Percebi logo que me tinha enganado na casa, suspirei de alívio e fugi dali a sete pés. Quando ia a fugir, com todos os meus sete pés, e até oito se os tivesse, vi entrar no prédio uma senhora mais ou menos da minha idade, sem barriga de cerveja mas com franja de cabeleireiro. Voltei a suspirar de alívio. Ainda me enganei umas quantas vezes até dar com a minha porta, mas finalmente encontrei-a. Não tenho nenhum edredon fofinho nem hábito de fazer carne assada, mas ao menos na minha casa, sei com o que posso contar. Tenho é de a conseguir encontrar.
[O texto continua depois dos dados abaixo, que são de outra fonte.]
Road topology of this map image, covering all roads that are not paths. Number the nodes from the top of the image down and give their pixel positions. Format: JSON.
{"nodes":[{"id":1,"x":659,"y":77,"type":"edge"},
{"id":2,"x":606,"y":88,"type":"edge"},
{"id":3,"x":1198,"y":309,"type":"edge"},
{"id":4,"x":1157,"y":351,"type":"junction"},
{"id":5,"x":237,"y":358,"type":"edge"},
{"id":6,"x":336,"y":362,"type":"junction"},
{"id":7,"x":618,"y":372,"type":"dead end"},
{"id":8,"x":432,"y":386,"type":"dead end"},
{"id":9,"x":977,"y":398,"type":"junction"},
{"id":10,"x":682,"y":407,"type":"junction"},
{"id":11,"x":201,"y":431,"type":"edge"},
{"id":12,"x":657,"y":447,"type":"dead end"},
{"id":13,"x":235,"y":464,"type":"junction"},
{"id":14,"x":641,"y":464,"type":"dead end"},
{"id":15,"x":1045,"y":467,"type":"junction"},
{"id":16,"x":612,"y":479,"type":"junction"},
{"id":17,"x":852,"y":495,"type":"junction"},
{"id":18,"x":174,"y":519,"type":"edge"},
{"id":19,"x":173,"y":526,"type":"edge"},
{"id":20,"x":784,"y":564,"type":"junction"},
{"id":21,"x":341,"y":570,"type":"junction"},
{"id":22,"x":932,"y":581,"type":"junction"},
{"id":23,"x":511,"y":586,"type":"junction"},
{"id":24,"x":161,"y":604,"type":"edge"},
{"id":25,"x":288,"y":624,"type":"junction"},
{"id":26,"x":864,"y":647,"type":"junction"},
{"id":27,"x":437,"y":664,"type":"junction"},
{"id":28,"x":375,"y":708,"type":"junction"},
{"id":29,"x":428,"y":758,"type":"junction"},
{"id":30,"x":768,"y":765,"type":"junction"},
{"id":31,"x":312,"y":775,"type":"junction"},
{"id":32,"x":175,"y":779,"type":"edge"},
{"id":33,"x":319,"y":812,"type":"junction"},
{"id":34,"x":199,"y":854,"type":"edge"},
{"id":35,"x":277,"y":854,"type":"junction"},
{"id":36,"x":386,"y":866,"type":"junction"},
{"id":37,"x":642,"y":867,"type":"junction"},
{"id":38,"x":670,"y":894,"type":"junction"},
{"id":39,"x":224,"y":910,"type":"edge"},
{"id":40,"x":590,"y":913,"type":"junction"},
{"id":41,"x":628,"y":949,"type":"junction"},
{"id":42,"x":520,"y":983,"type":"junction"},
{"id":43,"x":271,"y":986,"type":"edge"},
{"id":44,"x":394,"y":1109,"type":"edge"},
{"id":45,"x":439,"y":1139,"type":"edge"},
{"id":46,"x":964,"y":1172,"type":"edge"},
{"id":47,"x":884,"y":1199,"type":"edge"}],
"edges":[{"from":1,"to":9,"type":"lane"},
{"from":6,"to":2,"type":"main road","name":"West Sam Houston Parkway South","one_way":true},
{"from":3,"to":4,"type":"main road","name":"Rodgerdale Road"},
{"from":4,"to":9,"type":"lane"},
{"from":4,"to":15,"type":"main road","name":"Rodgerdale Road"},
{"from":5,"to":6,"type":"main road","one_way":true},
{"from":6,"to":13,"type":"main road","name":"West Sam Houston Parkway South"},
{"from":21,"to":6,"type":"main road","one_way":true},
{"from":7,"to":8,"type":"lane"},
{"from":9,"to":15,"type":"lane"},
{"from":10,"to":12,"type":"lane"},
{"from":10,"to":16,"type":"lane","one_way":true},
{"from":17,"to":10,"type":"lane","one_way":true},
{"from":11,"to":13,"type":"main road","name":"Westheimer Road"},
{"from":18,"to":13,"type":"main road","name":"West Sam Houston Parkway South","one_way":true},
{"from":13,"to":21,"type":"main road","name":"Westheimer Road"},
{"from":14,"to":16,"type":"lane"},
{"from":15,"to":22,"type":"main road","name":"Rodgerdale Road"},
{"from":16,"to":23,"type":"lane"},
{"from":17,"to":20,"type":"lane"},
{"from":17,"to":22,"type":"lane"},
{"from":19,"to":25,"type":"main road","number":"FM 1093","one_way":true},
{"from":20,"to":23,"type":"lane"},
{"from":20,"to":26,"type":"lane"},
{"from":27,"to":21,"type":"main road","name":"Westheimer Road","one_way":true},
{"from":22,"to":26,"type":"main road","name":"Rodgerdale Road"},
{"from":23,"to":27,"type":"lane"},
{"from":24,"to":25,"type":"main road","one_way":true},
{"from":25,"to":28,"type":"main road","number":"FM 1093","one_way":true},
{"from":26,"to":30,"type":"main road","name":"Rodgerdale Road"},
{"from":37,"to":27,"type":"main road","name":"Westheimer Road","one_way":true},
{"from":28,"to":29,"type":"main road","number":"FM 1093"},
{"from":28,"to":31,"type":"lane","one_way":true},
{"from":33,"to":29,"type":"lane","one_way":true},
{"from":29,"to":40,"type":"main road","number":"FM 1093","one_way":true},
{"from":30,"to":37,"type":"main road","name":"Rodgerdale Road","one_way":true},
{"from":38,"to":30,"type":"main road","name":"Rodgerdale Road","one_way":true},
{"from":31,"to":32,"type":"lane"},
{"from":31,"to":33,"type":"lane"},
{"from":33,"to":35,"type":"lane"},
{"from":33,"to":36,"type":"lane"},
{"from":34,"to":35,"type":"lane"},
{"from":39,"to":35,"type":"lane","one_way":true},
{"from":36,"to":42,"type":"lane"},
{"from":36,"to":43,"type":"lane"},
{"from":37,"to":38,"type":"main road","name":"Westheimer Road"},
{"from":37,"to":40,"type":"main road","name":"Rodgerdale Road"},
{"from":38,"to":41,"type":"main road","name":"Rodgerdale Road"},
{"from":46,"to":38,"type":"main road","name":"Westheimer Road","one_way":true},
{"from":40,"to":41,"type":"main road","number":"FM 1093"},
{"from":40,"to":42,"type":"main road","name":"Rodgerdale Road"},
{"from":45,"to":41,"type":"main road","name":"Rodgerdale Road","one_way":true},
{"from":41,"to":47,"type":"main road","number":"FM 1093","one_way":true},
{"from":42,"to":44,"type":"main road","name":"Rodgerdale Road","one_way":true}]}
Muito obrigadinho, muito obrigado


Há um disco mítico da minha infância que se chama Jardim Jaleco, de Carlos Mendes. (e que, indecentemente, e tanto quanto sei, nunca foi lançado em CD; infelizmente, o vinil que eu tinha, parafraseando o grande Herman, "viste-lo? Era o visteze-o").
O Jardim Jaleco era sobre uma ida ao jardim zoológico, conduzida pelo Guarda Ezequiel, e em que cada animal cantava a sua cantiga. Ainda hoje me recordo do Elefante D. Henrique que tinha um amigo que era cão e se chamava Diogo (insuperável), da Serpente Serafina, uma das minhas preferidas, mas, acima de tudo, o que recordo com muita saudade, à boa maneira portuguesa, é a música do crocodilo, o Casca-Grossa, que era fadista.
Esta musiquinha é de um humor imbatível, e só consigo perceber isto agora, com esta idade avançada que tenho. Na altura, como o crocodilo Casca Grossa era fadista e eu não gostava nada de fado, não apreciava muito o que ele cantava, embora soubesse a canção de cor. E ainda hoje sei, e por isso lhe acho tanta graça. O Casca-Grossa queixava-se de que as pessoas andavam atrás dele para fazer sapatos e malas com a sua bela pele, e ele, na mais apurada voz de Alfama, cheia de trejeitos, rematava com: "mas eu não me rendo, só pretendo a igualdade! Sou casca grossa, mas nunca pus a pata na poça!"
Lin-do. A "igualdade" e a "pata na poça" são demais para mim e ainda hoje me fazem rir desalmadamente ao recordar o crocodilo fadista. E o melhor ainda era mesmo no fim da canção, em que o público, igualmente à boa maneira portuguesa, se desfazia em palmas e gritos de "eh, fadista!", para receber do Casca-Grossa um sentido agradecimento: "muito obrigadinho, muito obrigado. Muito obrigadinho, muito obrigado". Foi o meu primeiro contacto com o humor conseguido através das frases feitas, das convenções da linguagem, e por isso continua bem presente na minha memória.
Acho que o Casca-Grossa e o Tal Canal são, ainda hoje, as grande fontes de humor que adoçam a minha vida (é piroso, mas é verdade). O que reforça uma teoria que eu tenho, que acalento e continuarei a acalentar, e que é: as crianças têm de ser expostas ao bom humor desde tenra idade, ainda que nem sempre o percebam ou achem graça. Eu não achava graça ao Casca-Grossa, e agora adoro. Também não percebia muito bem o Tal Canal (nem a Marilu eu conseguia compreender bem), e agora não passo sem a minha edição especial em DVD. Também não entendia nada, mas é que mesmo nada, do Flying Circus dos Monty Python que passava na RTP, e agora passo a vida no canal dos Monty Python no YouTube. É assim, a vida muda, os gostos discutem-se, e as referências que trazemos da infância acabam por ser fundamentais no nosso (bom) humor.
Saber rir é das coisas mais compensadoras que existe. Tão bom como o Côte D'Or Truffé Noir. Ou quase tão bom.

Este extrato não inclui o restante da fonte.